WORK REQUEST —
Find every line in the records below that holds the word "weight" and copy it.

PROVIDED MATERIAL —
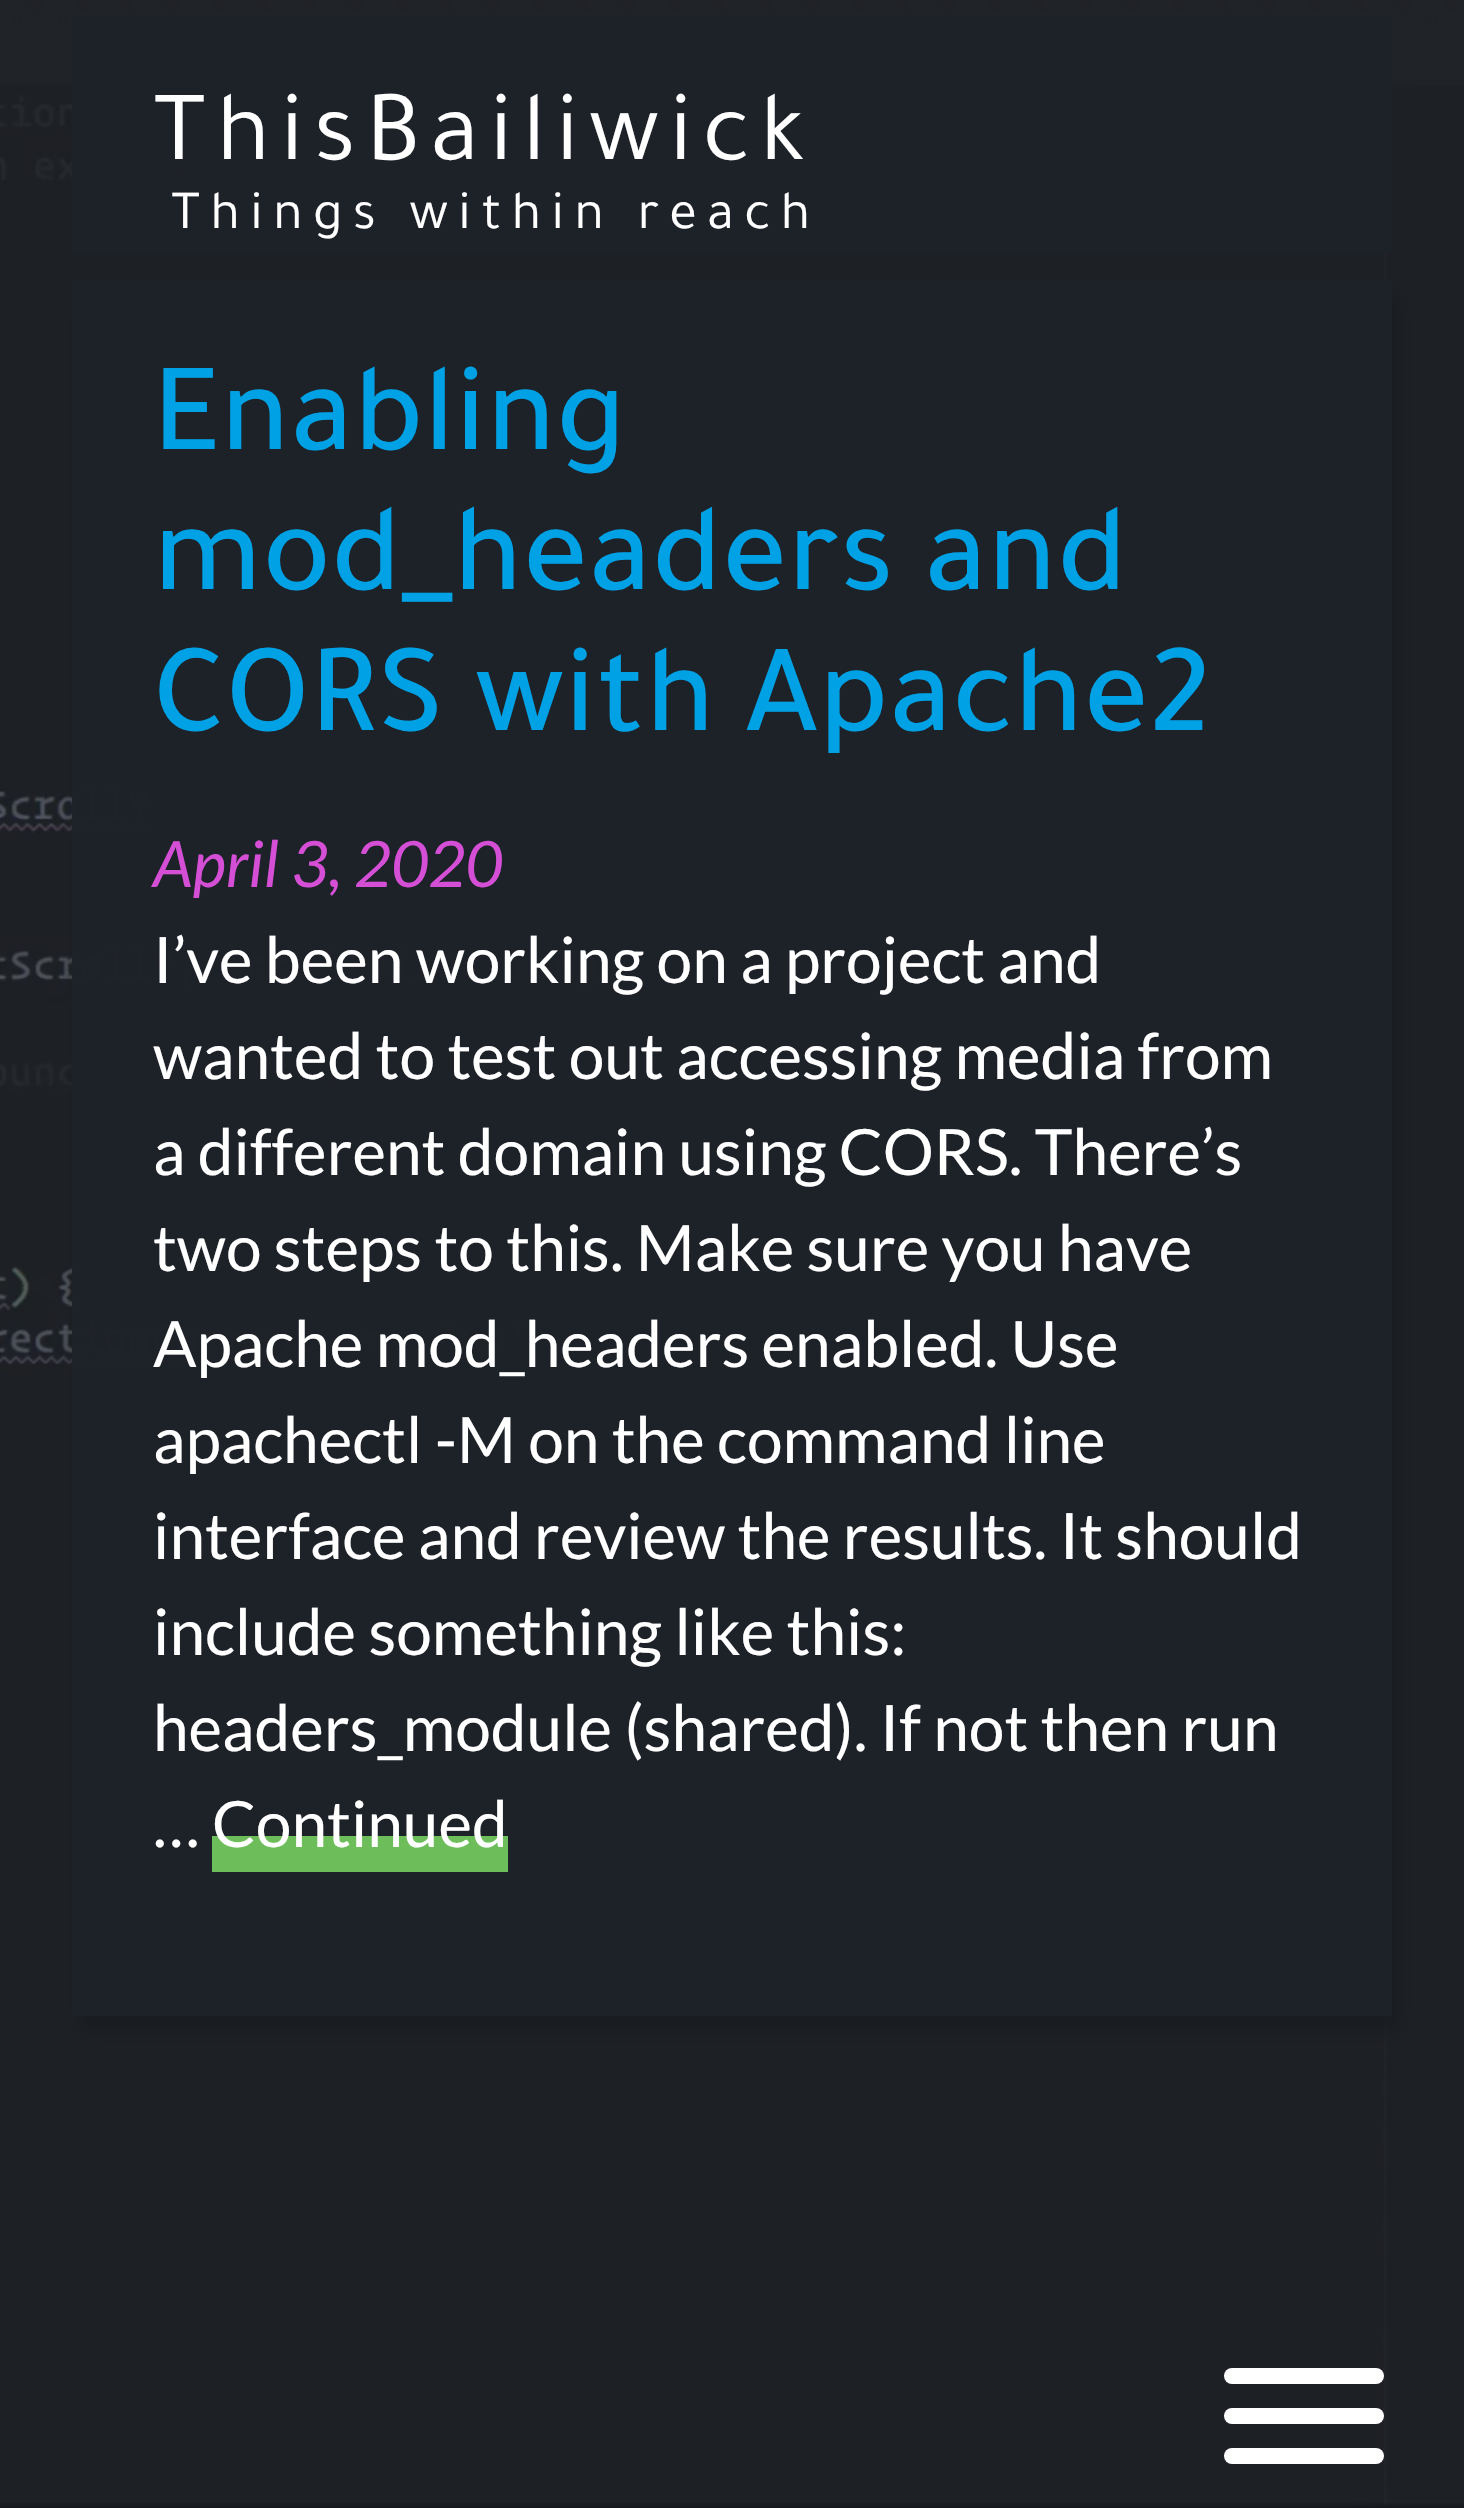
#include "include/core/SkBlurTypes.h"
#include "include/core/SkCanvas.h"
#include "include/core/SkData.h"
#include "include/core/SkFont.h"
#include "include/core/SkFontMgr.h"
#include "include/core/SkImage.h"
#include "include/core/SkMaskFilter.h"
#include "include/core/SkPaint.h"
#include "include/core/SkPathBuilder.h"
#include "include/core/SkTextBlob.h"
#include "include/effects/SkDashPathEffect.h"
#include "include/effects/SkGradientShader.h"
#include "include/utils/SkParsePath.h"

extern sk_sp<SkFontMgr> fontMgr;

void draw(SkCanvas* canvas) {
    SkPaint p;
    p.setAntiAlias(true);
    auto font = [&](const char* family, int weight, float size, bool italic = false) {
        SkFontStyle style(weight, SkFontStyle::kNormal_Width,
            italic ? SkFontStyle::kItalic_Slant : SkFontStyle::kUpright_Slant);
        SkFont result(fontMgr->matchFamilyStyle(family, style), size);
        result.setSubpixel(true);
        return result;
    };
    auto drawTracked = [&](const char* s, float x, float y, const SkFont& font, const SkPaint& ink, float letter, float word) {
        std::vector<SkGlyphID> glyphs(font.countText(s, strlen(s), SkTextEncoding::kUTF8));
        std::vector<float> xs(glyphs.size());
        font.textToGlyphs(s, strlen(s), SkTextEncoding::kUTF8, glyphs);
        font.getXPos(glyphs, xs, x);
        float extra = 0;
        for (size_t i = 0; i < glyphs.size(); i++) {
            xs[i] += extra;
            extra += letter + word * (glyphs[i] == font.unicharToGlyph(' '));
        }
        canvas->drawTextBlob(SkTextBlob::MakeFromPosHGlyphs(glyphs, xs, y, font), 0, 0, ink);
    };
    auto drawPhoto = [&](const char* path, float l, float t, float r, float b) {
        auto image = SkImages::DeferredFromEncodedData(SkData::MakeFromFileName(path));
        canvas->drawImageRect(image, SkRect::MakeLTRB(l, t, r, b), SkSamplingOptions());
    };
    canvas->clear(0xFF1D2127);
    drawPhoto("media/1.png", 0, 0, 1464, 2508);
    p.setColor(0xF71D2127);
    canvas->drawRect(SkRect::MakeLTRB(72, 16, 1392, 252), p);
    auto font1 = font("Tajawal", 400, 101);
    p.setColor(0xFFFFFFFF);
    drawTracked("ThisBailiwick", 153, 159, font1, p, 10.1f, 0);
    auto font2 = font("Tajawal", 400, 55.6f);
    drawTracked("Things within reach", 171, 228, font2, p, 10.1f, 0);
    canvas->drawRoundRect(SkRect::MakeLTRB(1224, 2408, 1384, 2424), 8, 8, p);
    canvas->drawRoundRect(SkRect::MakeLTRB(1224, 2368, 1384, 2384), 8, 8, p);
    canvas->drawRoundRect(SkRect::MakeLTRB(1224, 2448, 1384, 2464), 8, 8, p);
    canvas->save();
    canvas->clipPath(SkPathBuilder(SkPathFillType::kEvenOdd).moveTo(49, 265).lineTo(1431, 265).lineTo(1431, 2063).lineTo(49, 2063).close().moveTo(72, 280).lineTo(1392, 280).lineTo(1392, 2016).lineTo(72, 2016).close().detach(), true);
    p.setColor(0xFF181B20);
    p.setMaskFilter(SkMaskFilter::MakeBlur(kNormal_SkBlurStyle, 10));
    canvas->drawRect(SkRect::MakeLTRB(80, 296, 1400, 2032), p);
    p.setMaskFilter(nullptr);
    canvas->restore();
    p.setColor(0xF71D2127);
    canvas->drawRect(SkRect::MakeLTRB(72, 280, 1392, 2016), p);
    auto font3 = font("Tajawal", 500, 128);
    p.setColor(0xFF00A1E5);
    {
        const struct { const char* s; float x, y; } items[] = {
            {"Enabling", 153, 449},
            {"mod_headers and", 153, 589},
            {"CORS with Apache2", 153, 730},
        };
        for (auto [s, x, y] : items) {
            canvas->drawString(s, x, y, font3, p);
        }
    }
    auto font4 = font("Lato", 400, 64, true);
    p.setColor(0xFFD54FD6);
    canvas->drawString("April 3, 2020", 153, 887, font4, p);
    auto font5 = font("Lato", 400, 64);
    p.setColor(0xFFFFFFFF);
    {
        const struct { const char* s; float x, y; } items[] = {
            {"I’ve been working on a project and", 153, 983},
            {"wanted to test out accessing media from", 153, 1079},
            {"a different domain using CORS. There’s", 153, 1175},
            {"two steps to this. Make sure you have", 153, 1271},
            {"Apache mod_headers enabled. Use", 153, 1367},
            {"apachectl -M on the command line", 153, 1463},
            {"interface and review the results. It should", 153, 1559},
            {"include something like this:", 153, 1655},
            {"headers_module (shared). If not then run", 153, 1751},
            {"…", 153, 1847},
        };
        for (auto [s, x, y] : items) {
            canvas->drawString(s, x, y, font5, p);
        }
    }
    p.setColor(0xFF6DBE5B);
    canvas->drawRect(SkRect::MakeLTRB(212, 1836, 508, 1872), p);
    p.setColor(0xFFFFFFFF);
    canvas->drawString("Continued", 212, 1847, font5, p);
}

OUTPUT —
    auto font = [&](const char* family, int weight, float size, bool italic = false) {
        SkFontStyle style(weight, SkFontStyle::kNormal_Width,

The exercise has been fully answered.